After Thoughts From Students and Faculty
Oddly enough, the students were very quiet when the room opened up for discussion after the film. It appeared no Greek Life student was willing to admit being hazed as if the whole film was unrealistic. Despite this, I did get the chance to hear a student’s perspective on the event with a one-on-one interview. Iv Menache is a sophomore at Indiana University (IU), as well as, a proud member of the fraternity Zeta Beta Tau. He explains that it was his second encounter with the film as he watched it with a few of his fraternity brothers. They were all appalled at what was happening and did not believe it happened on IU’s campus. However, Menache recognized that even if it was not occurring in their own house, it could be happening directly across the street from them. He also made a point to acknowledge that people’s lives could be taken away from these activities and traditions. The film opened Menache’s eyes to the mental and real-life effects that hazing, to this extent, has on kids. Menache reveals that he would 100% recommend this movie and has publicized the film in his own fraternity house. “I think it is really important for everyone in Greek Life and anyone who wants to make a better society to watch this movie and realize what is really going on.” For someone that is so passionate about the issues of hazing, it is also interesting to see that Menache is still a strong supporter of what Greek Life is about. To be more specific, the true meaning of being a member of Greek Life. When I probed him about his initial reasons for joining Greek Life and what he thought it stood for. He answered unfalteringly: “[I wanted to] be a part of something bigger than myself, gain relationships, and experience for pretty much a legacy. I think Greek Life is about building brotherhood, but there’s steps and proper steps in order to achieve that, and it’s not hazing.”

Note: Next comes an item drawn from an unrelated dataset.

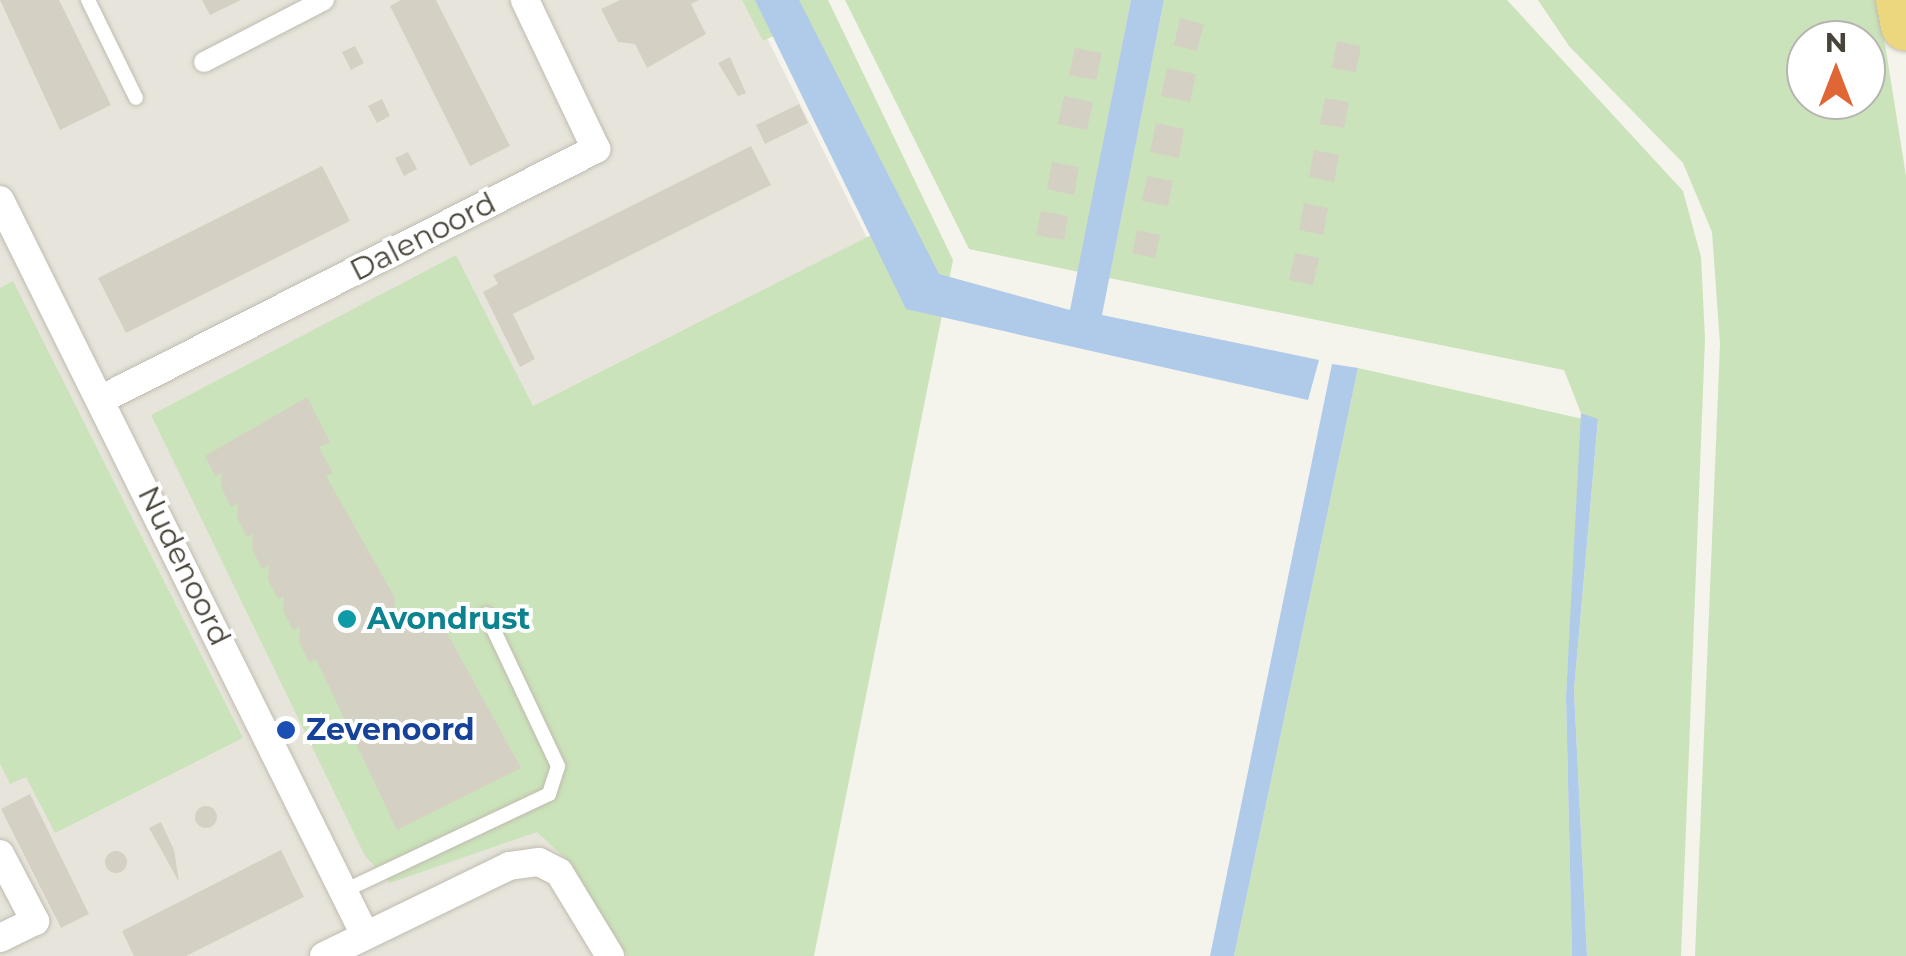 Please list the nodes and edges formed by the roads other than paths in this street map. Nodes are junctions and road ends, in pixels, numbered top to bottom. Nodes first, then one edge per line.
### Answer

The executive director of The Hillel Foundation at Indiana University, Rabbi Sue Silberberg, had a short comment to make on the overall success of the event: “I think it was a really important event to have. Obviously, the movie was extremely disturbing, but it is really important to shed light on what is going on. I think it is a really valuable movie. I hope that it can bring discussion and some proactive ways to stop hazing; possibly even looking at what the purposes of hazing are and how do you build that in ways that are a lot less destructive. When you look at a movie like this, you begin to understand how something like the Holocaust can happen and some of the horrible things that go on. The way that groups build identity and how difficult it is to stand up against things that you know are wrong when you see them occurring demonstrates why this issue is so prevalent.”
(D. Burkman, personal communication, January 29, 2018)
(S. Silberberg, personal communication, January 29, 2018)
(I. Menache, personal communication, January 29, 2018)
*The film is available on many popular streaming platforms, including Netflix.